● **THE PROBLEM**
Your answer should be every line below that includes the word "GODMON".

Stored data entries
○ ○ ○ ○ ○

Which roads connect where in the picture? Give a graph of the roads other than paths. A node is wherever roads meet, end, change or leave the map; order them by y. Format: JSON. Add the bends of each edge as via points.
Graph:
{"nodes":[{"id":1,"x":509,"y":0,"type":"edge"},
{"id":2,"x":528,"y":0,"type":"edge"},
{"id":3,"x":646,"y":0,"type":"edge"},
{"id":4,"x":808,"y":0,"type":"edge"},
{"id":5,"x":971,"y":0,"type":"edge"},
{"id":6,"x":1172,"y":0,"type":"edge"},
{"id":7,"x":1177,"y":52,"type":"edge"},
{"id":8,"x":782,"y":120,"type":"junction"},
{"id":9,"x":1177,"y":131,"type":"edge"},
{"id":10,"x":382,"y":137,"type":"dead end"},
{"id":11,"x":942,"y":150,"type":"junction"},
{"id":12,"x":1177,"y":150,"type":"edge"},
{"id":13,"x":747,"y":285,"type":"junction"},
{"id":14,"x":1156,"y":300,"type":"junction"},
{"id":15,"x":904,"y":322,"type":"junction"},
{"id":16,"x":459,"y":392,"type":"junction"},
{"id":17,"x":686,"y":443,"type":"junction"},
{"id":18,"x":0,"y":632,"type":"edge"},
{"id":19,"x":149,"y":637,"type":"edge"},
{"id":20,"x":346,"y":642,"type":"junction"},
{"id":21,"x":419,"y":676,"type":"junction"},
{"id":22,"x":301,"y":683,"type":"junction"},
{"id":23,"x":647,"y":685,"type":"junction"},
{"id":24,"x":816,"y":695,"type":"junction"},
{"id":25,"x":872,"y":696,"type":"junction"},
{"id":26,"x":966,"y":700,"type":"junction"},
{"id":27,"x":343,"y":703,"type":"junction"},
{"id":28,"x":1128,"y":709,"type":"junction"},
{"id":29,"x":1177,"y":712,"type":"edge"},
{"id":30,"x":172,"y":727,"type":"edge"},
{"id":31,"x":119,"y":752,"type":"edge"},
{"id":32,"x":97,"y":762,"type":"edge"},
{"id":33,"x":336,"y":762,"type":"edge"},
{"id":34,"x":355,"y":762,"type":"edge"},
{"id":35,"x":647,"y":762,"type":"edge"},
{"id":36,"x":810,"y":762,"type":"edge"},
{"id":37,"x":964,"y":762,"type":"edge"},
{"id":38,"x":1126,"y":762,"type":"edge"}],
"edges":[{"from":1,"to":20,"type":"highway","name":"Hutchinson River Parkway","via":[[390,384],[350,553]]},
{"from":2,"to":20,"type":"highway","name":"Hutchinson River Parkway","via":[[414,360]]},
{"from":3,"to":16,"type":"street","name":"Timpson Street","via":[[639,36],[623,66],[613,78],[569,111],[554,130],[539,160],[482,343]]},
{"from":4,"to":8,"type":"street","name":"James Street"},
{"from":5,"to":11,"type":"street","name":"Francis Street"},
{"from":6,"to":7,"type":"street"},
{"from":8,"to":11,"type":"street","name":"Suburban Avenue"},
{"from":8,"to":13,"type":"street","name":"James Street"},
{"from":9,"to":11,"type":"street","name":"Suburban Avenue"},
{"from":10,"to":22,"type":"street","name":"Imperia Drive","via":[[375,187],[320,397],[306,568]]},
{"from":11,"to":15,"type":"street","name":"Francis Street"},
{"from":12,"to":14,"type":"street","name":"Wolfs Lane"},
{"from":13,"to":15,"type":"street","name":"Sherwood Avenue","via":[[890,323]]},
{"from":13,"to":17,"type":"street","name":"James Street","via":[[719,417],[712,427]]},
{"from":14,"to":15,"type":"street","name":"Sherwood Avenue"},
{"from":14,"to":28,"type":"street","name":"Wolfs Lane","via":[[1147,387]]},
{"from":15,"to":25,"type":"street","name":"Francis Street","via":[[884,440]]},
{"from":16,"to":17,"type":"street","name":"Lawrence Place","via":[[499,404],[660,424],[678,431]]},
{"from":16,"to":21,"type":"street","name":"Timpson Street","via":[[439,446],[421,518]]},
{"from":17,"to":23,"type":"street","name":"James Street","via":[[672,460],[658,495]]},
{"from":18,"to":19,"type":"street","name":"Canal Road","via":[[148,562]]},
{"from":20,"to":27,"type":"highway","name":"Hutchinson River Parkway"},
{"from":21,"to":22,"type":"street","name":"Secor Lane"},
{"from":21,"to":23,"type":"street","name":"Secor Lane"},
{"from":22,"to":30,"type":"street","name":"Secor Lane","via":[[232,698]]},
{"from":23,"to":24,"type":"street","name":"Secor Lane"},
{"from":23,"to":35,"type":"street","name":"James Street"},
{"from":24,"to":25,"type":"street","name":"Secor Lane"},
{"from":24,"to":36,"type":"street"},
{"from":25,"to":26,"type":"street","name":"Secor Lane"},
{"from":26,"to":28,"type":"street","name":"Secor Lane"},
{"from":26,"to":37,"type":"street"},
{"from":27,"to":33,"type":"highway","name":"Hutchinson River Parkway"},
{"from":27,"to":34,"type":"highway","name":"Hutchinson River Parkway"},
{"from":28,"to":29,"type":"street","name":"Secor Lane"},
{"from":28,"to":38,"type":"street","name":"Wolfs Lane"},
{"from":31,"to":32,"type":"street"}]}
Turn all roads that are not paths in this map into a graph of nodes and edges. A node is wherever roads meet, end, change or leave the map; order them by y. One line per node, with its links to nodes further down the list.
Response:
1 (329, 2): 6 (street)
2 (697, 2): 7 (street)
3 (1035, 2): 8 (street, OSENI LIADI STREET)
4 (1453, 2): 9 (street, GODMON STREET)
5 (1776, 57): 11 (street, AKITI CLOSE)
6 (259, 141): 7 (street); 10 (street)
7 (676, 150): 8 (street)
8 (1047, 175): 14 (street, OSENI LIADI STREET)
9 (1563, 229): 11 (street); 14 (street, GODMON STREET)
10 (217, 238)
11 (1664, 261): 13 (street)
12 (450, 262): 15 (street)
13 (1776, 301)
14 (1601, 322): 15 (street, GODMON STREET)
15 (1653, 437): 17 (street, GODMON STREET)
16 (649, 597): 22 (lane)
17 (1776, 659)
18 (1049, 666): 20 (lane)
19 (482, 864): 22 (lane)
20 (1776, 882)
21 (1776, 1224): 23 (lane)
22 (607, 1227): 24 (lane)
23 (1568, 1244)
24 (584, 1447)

○ ○ ○ ○ ○

● **YOUR RESPONSE**
4 (1453, 2): 9 (street, GODMON STREET)
9 (1563, 229): 11 (street); 14 (street, GODMON STREET)
14 (1601, 322): 15 (street, GODMON STREET)
15 (1653, 437): 17 (street, GODMON STREET)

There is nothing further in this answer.